There must be some who would find the quiet of a sojourn at Rieder Alp preferable to the crowding of the Eggischhorn, and of the Bell Alp. As to the glacier, the great sight of this neighbourhood, that, of course, is not visible from the Rieder, as it is from the Bell Alp; but then, in compensation, it is more accessible. Nor is the view from the Rieder so good as from the Bell Alp; but still it is good. The Bell Alp, and the Eggischhorn, are both within visiting distance, that is to say, you may go to either of them for an early dinner, and return in the evening. I do not mean that I should like, myself, to stay there. I like staying nowhere, except at home. When I am travelling I like to be moving on. It was for that that I left home. It seems to me insufferable to return in the evening to the place I left in the morning. The same distance in walking would have carried me to some new place: that is to say, I might have had something additional at the same cost of time and exertion. But there are many who, on this point, would not agree with me; and they, I think, might spend a week pleasantly at Rieder Alp.
This quiet place might also be recommended as an experiment to those—on the supposition that they mean what they say—who are in the habit, in season and out of season, of announcing their want of sympathy with the ideas and tone of mind of their travelling fellow-countrymen. It may perhaps be conceded to such fault-finders that they are not quite without materials for getting up a plausible case. Speaking generally, we do not show to advantage when on our travels. What is required for making a traveller agreeable to his fellow-travellers, in their short chance meetings, is versatility, adaptability, bonhomie, savoir faire, the art of conversation, particularly the power of making anyone you may happen to converse with for a few minutes, believe that you are pleased with him, or, perhaps, and which may be the easier task, of making him pleased with himself. These, however, are qualities for which we are not remarkably conspicuous. For some of them we have not even English expressions. But deficiencies of this kind, though they come out most prominently in the rubs, and collisions, and close contacts of travel, pre-existed at home: our objectors, therefore, ought to have been familiar enough with the thing; and it is, after all, but a small matter to fash oneself about. Besides, our want of a provision of such small change may not be altogether unbalanced by the possession of some pieces of a coinage which, though not always available at the moment, is yet of sterling value.

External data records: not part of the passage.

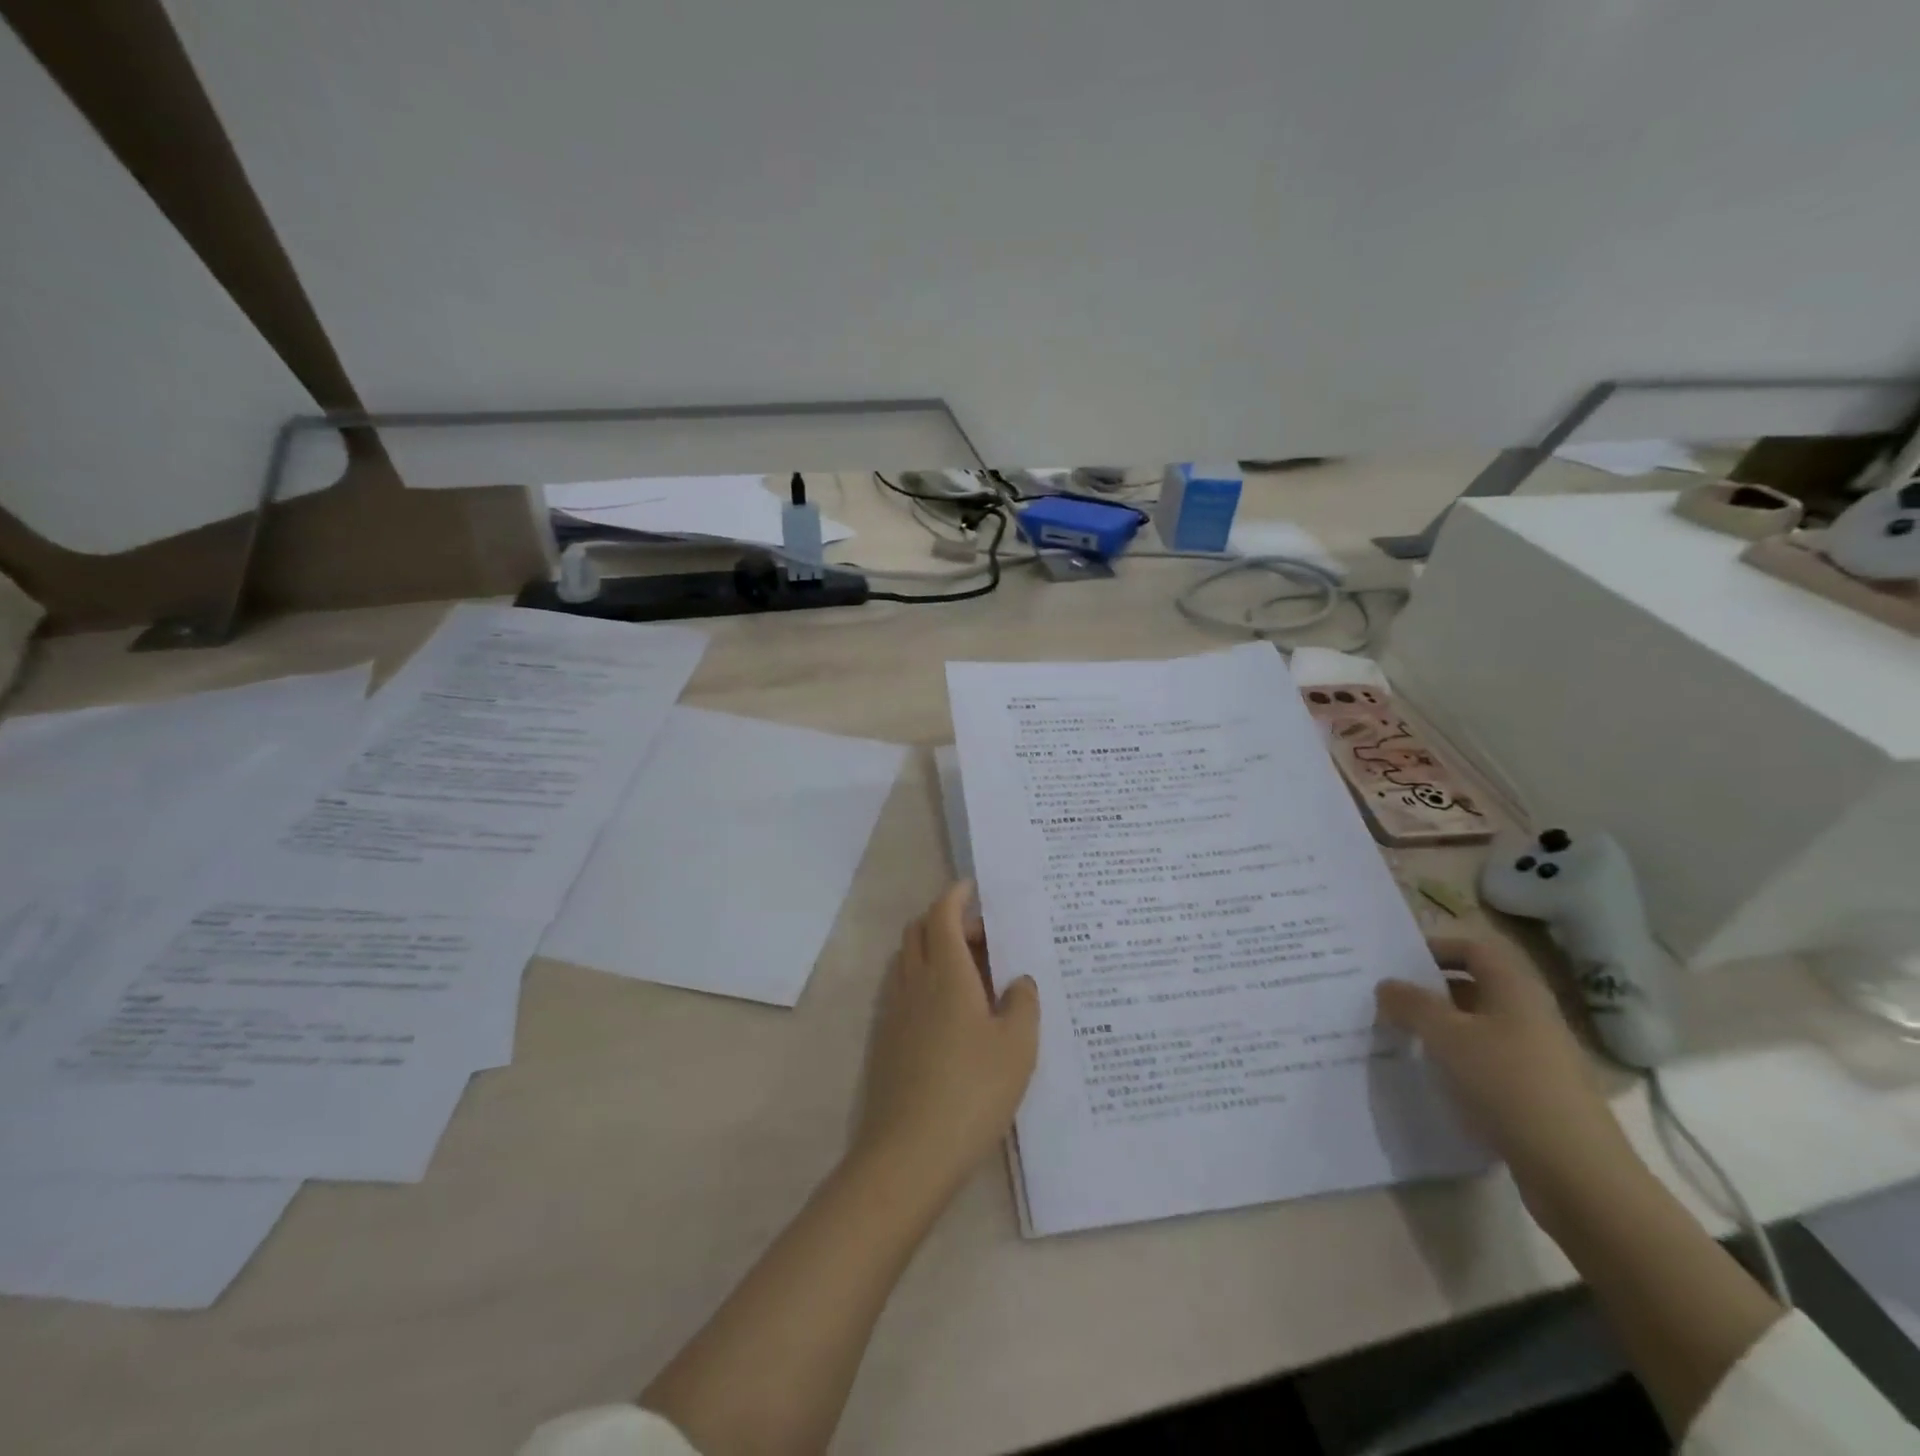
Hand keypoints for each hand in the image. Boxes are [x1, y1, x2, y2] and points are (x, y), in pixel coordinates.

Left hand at [852, 881, 1039, 1199]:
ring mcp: (895, 1011)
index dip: (956, 895)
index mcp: (946, 972)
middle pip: (920, 931)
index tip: (973, 887)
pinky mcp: (887, 1039)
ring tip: (974, 972)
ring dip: (936, 950)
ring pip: (910, 960)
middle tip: (985, 936)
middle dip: (948, 920)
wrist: (910, 1152)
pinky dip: (927, 979)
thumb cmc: (973, 1090)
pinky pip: (906, 989)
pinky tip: (954, 1013)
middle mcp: (914, 982)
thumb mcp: (1017, 1046)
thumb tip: (1019, 980)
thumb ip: (1023, 1003)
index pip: (943, 914)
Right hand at [1377, 937, 1635, 1207]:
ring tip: (1402, 1038)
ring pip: (1480, 1026)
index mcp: (1516, 989)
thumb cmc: (1508, 1085)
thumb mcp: (1446, 1036)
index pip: (1474, 949)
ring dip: (1441, 1028)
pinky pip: (1489, 1061)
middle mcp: (1532, 1015)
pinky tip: (1434, 1078)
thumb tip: (1387, 985)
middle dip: (1431, 991)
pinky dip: (1459, 1061)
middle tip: (1389, 1000)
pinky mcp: (1537, 1093)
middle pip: (1476, 987)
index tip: (1396, 963)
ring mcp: (1539, 1056)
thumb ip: (1411, 1004)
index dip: (1435, 948)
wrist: (1577, 1173)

Another of their allegations, and it is one on which they lay much stress, is that they find their travelling fellow-countrymen haunted by the idea that they must assert, or maintain, a position. For this, too, there may be some ground, for it is only what might be expected in a state of society such as ours, in which the endeavour is made, illogically, to work the hierarchical principle of rank conjointly with the democratic principle of wealth; and in which, at the moment, that which feeds the democratic principle is rapidly increasing. If wealth and rank were preponderantly found united in the same persons, as was the case some centuries ago, there would be no difficulty in working the two principles simultaneously. In fact they would themselves have entered into combination. But as things are at present, each of the two principles has its own representatives, and these are somewhat in antagonism. They have almost been drawn off into opposing camps. And the representatives of the democratic principle (socially democratic) are, numerically, in the ascendant. From this emanate attempts as naturally as light from the sun, to maintain, or to assert, a position; and as these attempts are made by Englishmen, it is only to be expected that they will very frequently participate rather more of the national fortiter in re, than of what should be the traveller’s suaviter in modo. It is not in us to work the two principles side by side with the ease and smoothness and social dexterity of Italians or Frenchmen. Our objectors then, having, in the close contacts and promiscuous gatherings of travellers such as we fall in with at the Eggischhorn and Bell Alp Hotels, sometimes to witness, perhaps sometimes to deal with, this kind of thing, speak of it as a grievance. But may not its being annoying to them arise from their ideas being too Utopian? They may, from their not having been sufficiently ‘tried and tutored in the world,’ be expecting impossibilities.